(Stored data)
------------------------------

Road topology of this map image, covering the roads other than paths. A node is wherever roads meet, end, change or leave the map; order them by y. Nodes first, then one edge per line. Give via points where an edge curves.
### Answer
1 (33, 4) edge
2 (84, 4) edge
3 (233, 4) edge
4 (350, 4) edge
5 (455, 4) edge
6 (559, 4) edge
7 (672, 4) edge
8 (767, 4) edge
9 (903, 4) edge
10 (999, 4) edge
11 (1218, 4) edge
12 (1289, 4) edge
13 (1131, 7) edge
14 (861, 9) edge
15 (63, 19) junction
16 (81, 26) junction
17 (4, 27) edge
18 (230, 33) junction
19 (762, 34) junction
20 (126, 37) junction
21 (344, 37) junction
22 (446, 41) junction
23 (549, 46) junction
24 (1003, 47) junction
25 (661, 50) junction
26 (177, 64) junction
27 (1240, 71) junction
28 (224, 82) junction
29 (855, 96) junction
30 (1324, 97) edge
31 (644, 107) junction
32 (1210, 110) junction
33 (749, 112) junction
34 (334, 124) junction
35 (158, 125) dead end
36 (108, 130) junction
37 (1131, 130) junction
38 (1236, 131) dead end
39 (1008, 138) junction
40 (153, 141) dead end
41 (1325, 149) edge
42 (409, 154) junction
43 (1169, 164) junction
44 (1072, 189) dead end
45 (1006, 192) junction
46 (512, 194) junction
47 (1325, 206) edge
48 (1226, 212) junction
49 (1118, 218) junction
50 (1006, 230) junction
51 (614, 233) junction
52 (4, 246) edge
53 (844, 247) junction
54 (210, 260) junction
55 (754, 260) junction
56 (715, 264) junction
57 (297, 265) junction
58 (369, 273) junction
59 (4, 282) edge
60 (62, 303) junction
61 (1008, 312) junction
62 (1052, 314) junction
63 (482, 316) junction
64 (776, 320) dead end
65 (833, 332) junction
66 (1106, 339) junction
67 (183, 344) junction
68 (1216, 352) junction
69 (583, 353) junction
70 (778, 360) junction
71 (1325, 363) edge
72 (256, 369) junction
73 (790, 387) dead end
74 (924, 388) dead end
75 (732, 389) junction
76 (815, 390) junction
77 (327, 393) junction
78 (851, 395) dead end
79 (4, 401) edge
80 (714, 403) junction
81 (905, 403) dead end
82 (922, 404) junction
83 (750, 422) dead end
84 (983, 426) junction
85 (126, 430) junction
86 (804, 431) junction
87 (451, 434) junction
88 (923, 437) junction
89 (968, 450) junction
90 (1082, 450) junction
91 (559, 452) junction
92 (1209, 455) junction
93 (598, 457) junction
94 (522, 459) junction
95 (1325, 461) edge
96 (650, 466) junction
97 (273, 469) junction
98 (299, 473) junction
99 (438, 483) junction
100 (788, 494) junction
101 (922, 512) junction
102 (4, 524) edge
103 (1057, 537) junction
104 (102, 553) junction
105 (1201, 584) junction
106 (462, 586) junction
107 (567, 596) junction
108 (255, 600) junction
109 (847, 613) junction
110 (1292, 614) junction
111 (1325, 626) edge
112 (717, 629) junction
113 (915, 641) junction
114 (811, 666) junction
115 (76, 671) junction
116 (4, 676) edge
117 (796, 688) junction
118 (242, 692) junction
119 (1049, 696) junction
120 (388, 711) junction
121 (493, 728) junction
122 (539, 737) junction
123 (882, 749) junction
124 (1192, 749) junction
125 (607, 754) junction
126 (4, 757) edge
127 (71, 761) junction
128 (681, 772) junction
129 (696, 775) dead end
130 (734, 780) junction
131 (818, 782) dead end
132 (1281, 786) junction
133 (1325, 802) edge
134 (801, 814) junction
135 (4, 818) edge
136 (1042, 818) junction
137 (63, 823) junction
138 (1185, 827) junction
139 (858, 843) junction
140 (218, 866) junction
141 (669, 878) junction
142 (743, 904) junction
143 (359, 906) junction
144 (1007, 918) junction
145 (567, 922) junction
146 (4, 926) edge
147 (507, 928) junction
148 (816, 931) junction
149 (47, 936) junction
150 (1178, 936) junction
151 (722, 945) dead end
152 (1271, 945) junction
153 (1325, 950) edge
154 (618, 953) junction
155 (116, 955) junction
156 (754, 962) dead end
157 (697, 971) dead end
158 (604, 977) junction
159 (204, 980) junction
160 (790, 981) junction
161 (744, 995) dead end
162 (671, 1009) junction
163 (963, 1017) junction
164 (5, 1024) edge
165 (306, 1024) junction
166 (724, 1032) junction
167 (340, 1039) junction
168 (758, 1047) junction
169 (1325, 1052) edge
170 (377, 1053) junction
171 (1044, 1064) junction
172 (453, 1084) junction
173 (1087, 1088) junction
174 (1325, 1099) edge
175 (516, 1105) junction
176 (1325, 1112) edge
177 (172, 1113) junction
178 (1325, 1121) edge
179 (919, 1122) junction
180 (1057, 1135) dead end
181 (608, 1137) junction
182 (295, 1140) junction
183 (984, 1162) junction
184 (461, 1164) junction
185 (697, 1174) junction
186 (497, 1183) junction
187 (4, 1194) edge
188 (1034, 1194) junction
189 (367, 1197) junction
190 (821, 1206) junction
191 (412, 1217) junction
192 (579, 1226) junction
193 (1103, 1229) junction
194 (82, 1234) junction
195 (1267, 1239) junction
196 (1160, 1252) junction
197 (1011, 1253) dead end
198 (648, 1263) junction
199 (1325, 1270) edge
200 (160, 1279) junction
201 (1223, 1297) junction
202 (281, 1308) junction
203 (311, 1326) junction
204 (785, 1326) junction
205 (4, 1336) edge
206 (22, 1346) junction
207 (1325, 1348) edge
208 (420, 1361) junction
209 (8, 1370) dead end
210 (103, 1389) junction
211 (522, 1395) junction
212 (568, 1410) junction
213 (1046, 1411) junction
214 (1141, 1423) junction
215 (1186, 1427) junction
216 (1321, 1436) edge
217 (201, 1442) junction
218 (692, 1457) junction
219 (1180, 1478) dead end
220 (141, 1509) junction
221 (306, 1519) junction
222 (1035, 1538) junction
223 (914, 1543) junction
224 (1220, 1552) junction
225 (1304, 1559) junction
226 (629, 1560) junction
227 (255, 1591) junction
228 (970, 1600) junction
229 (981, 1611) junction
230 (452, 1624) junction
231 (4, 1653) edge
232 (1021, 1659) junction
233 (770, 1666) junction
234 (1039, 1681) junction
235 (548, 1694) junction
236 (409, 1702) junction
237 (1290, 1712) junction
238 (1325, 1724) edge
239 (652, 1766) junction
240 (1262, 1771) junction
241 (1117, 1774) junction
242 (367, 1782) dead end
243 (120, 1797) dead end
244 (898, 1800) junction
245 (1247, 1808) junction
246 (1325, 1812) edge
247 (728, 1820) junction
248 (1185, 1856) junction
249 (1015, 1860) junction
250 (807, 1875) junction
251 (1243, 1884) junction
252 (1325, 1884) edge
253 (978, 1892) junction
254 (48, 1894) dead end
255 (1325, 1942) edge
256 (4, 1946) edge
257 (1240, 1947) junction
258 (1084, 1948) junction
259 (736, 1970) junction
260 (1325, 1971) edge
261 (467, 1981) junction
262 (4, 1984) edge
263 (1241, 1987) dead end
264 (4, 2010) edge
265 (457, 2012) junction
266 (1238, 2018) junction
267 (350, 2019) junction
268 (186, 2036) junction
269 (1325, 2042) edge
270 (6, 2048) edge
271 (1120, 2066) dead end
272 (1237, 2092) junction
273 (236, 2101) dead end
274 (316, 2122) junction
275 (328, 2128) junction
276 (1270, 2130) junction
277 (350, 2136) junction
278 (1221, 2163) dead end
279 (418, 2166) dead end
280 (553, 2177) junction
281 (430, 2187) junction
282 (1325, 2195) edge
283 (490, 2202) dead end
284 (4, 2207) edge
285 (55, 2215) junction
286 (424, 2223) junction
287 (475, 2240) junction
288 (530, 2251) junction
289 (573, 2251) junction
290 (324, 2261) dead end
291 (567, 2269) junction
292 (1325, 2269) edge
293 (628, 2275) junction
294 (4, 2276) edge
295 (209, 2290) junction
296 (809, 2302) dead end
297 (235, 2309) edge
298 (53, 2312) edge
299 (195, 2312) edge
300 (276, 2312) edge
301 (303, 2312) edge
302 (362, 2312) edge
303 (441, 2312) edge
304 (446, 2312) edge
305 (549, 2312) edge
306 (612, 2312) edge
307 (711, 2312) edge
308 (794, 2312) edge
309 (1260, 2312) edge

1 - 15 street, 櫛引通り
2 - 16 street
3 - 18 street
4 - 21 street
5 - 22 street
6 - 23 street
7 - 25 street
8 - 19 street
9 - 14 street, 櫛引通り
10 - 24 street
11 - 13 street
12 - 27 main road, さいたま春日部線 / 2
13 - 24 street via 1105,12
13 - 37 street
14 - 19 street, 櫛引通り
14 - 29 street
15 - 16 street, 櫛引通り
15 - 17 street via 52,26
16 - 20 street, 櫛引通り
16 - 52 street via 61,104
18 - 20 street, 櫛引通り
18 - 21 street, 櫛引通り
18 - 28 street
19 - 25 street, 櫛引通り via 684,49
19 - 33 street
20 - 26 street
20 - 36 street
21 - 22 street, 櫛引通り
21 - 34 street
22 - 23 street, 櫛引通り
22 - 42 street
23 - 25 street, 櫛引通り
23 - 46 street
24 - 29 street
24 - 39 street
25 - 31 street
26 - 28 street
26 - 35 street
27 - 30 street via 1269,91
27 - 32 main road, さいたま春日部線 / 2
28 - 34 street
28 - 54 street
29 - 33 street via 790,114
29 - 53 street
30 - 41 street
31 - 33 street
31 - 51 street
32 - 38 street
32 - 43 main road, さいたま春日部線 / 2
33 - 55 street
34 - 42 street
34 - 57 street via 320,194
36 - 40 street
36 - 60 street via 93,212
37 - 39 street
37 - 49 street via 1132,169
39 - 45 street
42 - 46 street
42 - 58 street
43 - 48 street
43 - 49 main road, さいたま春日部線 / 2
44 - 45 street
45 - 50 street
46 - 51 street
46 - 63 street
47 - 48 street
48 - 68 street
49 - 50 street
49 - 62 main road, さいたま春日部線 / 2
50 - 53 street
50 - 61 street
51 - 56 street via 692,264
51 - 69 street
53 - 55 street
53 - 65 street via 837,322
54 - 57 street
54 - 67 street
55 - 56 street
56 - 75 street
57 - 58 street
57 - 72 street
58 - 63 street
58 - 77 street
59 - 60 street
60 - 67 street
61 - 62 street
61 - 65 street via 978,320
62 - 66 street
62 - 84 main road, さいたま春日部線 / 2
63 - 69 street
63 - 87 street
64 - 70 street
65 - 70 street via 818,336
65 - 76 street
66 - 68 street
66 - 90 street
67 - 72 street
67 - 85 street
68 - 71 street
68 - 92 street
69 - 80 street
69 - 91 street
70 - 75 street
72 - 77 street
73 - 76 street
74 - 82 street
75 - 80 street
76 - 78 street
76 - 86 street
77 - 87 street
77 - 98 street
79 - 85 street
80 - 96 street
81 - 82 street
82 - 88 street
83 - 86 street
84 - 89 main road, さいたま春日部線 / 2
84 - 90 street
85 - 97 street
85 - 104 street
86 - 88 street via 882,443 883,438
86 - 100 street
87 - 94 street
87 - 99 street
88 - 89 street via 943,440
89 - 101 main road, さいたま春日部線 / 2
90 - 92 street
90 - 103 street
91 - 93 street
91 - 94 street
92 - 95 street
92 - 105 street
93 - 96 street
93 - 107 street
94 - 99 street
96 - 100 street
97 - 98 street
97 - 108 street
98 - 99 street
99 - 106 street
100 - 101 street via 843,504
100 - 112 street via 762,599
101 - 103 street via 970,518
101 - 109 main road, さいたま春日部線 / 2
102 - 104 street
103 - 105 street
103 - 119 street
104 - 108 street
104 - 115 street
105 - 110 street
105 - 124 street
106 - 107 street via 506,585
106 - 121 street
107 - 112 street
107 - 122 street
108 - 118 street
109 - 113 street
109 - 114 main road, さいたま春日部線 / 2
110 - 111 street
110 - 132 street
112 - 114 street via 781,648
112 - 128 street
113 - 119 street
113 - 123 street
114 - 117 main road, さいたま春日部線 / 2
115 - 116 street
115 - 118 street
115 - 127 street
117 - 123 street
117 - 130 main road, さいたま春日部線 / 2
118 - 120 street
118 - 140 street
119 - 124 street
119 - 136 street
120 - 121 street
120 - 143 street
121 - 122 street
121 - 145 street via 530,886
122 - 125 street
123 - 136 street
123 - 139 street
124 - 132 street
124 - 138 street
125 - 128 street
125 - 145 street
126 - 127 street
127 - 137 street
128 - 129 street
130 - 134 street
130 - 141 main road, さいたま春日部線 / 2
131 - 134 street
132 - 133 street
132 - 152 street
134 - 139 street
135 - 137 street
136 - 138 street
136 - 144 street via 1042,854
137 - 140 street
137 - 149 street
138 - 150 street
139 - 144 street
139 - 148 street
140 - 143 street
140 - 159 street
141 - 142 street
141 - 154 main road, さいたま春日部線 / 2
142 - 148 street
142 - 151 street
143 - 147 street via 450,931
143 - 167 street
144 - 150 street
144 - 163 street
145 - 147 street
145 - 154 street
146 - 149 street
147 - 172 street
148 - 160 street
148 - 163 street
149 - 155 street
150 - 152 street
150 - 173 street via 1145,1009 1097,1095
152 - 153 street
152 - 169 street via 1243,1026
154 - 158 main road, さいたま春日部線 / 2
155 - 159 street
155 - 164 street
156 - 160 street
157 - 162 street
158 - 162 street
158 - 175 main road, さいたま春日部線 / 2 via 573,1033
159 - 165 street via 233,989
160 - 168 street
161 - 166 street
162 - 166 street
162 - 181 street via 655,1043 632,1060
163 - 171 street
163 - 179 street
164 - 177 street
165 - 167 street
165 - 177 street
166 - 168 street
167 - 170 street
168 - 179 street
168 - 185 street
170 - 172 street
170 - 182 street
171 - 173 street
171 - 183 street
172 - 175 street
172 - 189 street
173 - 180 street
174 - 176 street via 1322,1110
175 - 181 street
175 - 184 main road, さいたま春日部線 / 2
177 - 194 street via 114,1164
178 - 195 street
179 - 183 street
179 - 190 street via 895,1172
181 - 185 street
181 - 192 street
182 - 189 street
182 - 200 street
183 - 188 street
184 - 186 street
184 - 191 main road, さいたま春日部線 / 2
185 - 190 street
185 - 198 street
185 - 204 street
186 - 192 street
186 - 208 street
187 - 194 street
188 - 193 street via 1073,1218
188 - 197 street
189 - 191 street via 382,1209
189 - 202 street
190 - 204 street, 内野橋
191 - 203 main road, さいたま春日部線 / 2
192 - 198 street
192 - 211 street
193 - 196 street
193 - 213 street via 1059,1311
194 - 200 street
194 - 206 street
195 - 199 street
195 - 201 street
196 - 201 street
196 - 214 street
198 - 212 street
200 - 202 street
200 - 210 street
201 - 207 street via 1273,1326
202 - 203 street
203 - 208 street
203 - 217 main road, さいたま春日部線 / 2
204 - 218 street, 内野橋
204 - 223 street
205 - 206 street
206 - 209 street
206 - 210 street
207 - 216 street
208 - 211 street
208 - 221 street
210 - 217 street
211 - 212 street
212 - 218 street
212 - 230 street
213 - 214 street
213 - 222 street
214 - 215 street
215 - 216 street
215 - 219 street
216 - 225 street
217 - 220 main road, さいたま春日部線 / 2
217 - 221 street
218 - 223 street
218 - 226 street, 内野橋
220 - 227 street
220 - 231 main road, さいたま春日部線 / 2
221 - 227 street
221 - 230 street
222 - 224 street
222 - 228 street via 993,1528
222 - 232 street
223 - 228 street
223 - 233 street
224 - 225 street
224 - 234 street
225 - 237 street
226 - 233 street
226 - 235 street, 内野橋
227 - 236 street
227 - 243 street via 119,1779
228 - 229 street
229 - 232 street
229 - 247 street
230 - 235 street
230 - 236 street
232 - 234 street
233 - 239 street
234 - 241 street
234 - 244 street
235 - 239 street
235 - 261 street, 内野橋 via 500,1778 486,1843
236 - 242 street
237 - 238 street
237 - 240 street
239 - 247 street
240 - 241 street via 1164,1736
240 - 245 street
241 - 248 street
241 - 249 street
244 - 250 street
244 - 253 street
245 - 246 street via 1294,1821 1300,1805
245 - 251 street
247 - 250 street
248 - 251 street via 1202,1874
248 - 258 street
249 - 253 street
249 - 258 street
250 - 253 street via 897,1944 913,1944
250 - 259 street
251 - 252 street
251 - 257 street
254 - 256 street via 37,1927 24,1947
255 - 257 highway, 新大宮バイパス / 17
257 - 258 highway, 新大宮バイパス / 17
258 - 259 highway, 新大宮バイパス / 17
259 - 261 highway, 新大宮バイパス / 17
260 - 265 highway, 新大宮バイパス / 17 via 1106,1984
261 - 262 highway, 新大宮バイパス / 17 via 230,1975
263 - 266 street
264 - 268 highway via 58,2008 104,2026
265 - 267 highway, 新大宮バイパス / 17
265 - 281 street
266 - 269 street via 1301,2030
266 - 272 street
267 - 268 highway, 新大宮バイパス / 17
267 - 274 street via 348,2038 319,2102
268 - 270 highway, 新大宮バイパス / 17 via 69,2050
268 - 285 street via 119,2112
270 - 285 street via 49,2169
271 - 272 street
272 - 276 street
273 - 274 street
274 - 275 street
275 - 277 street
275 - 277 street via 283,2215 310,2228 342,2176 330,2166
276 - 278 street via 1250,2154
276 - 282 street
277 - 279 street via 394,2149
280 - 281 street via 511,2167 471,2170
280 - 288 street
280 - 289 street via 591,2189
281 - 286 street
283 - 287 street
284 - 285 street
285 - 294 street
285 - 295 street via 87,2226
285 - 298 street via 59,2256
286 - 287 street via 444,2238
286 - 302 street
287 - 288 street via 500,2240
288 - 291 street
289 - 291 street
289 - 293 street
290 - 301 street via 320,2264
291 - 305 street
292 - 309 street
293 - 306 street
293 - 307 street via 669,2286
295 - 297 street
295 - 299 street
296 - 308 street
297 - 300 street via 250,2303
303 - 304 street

------------------------------

§ **ABOUT THIS TASK**
Every line with "新大宮バイパス" in it should be copied from the entries above.

§ **COMPLETED EXERCISE**
255 - 257 highway, 新大宮バイパス / 17
257 - 258 highway, 新大宮バイパス / 17
258 - 259 highway, 新大宮バイパス / 17
259 - 261 highway, 新大宮バイパス / 17
260 - 265 highway, 新大宮バイパス / 17 via 1106,1984
261 - 262 highway, 新大宮バイパス / 17 via 230,1975
265 - 267 highway, 新大宮バイパス / 17
267 - 268 highway, 新大宮バイパス / 17
268 - 270 highway, 新大宮バイパス / 17 via 69,2050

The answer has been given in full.